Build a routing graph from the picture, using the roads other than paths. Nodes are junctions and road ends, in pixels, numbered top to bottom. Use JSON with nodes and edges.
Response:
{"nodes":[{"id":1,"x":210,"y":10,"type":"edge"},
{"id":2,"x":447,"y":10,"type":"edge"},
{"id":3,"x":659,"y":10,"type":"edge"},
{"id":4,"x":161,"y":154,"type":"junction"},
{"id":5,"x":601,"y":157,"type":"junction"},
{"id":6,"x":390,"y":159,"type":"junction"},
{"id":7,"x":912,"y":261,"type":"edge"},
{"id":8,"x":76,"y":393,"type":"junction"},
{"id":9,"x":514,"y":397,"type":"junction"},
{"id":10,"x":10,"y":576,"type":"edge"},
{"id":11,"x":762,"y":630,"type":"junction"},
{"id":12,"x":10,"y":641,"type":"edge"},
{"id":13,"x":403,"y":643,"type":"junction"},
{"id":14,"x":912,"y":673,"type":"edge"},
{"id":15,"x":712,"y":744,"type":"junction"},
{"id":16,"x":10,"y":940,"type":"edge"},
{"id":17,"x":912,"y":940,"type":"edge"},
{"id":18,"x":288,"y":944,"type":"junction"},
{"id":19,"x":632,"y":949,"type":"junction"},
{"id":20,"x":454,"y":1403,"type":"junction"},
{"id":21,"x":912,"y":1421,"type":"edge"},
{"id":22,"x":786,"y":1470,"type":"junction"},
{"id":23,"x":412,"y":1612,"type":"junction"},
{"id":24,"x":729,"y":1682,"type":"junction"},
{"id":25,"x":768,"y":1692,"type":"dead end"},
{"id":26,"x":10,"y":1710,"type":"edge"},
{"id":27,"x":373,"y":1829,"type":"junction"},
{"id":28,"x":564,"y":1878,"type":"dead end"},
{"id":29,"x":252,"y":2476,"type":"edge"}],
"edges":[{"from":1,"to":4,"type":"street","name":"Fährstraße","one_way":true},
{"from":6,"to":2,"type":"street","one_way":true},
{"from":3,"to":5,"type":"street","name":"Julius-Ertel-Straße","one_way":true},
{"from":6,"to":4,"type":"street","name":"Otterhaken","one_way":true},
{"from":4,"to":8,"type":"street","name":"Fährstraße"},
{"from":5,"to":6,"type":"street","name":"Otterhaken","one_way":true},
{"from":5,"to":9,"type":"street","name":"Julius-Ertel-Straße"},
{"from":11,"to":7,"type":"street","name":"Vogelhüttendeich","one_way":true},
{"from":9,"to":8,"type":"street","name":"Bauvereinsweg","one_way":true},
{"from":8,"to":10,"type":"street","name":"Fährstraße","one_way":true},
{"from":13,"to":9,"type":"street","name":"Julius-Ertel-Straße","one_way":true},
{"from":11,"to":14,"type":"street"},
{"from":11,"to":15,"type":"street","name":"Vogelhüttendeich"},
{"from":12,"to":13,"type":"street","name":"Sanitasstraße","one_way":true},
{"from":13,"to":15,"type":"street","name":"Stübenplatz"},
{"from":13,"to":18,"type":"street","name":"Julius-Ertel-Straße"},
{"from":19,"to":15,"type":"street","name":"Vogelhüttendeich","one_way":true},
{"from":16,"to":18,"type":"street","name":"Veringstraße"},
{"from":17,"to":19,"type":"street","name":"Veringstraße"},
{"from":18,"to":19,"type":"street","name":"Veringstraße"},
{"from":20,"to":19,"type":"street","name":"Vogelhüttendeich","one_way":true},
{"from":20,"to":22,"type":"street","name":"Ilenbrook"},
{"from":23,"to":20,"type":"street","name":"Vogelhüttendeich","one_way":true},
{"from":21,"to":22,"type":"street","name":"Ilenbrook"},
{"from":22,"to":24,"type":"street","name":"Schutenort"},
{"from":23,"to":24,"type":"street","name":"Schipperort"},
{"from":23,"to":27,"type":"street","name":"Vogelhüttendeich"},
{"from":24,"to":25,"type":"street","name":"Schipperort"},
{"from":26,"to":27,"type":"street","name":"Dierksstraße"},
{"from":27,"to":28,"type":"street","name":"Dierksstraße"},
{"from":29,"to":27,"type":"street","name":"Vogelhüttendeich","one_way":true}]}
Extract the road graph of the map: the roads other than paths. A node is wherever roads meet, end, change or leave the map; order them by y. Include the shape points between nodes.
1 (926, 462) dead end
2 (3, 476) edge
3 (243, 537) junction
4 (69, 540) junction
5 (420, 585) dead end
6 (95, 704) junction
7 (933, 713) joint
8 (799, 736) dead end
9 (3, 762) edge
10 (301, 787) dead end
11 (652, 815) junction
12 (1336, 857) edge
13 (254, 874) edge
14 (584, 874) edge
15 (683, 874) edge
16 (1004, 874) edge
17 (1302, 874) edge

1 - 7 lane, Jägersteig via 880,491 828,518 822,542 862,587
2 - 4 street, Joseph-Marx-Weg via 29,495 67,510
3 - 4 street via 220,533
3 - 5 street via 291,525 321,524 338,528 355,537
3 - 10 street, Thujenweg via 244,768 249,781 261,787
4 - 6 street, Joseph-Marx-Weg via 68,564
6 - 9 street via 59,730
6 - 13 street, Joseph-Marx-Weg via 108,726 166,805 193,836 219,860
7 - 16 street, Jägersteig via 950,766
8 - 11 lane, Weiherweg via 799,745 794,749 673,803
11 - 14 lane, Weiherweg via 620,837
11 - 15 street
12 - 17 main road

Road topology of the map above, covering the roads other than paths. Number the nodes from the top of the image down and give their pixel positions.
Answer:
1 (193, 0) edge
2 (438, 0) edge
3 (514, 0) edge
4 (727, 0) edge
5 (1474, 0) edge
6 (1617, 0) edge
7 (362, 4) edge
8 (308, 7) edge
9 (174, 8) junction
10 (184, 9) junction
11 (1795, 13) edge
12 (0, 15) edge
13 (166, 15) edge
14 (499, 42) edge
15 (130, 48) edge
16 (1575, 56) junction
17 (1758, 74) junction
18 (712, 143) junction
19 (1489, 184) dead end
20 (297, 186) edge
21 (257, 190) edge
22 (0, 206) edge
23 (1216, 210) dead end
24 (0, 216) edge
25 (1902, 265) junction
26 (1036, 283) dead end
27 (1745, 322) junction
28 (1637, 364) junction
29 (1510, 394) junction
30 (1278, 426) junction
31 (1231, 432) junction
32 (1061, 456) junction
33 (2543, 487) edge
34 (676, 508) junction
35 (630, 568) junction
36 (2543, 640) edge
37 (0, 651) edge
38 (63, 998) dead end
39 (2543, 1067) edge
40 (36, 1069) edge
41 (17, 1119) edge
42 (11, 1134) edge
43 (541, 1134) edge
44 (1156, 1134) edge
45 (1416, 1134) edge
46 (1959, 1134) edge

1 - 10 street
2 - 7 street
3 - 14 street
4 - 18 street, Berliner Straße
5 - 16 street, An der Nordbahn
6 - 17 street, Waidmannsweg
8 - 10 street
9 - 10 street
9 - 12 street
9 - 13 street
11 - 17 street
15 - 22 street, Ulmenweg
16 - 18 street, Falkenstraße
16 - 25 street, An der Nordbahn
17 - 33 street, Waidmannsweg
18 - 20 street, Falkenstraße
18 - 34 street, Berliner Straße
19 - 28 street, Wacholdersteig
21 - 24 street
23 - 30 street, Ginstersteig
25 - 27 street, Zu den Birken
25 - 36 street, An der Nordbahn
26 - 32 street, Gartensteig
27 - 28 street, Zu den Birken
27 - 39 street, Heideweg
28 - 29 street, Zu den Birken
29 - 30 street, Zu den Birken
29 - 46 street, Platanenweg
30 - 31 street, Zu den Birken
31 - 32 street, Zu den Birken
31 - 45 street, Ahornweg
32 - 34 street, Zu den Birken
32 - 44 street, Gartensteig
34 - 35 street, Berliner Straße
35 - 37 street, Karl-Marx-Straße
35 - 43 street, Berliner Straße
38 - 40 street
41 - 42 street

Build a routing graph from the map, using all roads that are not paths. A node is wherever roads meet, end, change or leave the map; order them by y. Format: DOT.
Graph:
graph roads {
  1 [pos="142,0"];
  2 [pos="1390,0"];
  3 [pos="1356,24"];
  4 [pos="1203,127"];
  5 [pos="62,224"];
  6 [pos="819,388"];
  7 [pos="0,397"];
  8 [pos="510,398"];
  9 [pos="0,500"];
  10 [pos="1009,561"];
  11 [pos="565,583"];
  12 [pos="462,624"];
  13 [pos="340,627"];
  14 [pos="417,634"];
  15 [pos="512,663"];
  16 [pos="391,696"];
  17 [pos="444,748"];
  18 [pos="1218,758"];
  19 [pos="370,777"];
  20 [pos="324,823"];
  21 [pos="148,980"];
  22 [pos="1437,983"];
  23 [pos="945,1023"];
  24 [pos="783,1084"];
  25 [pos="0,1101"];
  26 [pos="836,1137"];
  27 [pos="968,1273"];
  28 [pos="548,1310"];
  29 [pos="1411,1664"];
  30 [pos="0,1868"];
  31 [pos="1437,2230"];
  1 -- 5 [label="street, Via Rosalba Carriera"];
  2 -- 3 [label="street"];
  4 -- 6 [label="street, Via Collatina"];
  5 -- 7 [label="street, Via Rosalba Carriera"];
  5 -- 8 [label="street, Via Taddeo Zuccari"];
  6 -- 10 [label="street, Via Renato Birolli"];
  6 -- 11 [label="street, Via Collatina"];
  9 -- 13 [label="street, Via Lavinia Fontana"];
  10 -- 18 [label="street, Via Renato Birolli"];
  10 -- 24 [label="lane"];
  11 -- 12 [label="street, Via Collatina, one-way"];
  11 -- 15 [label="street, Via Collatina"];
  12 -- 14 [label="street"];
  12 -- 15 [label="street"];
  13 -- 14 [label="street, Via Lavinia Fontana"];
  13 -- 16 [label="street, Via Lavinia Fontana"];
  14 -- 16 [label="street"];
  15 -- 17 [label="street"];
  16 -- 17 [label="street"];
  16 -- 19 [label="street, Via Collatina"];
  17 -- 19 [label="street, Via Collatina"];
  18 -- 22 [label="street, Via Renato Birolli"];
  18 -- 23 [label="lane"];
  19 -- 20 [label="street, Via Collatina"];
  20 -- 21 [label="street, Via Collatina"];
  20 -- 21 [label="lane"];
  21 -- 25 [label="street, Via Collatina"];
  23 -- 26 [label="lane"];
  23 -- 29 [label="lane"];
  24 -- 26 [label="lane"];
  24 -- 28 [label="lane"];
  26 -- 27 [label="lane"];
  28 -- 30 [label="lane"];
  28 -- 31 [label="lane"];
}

________________________________________

**Problem details:** Identify each line of the material where the word "edges" shows up, and copy it.

**Solved problem:**
Build a routing graph from the picture, using the roads other than paths. Nodes are junctions and road ends, in pixels, numbered top to bottom. Use JSON with nodes and edges.
"edges":[{"from":1,"to":4,"type":"street","name":"Fährstraße","one_way":true},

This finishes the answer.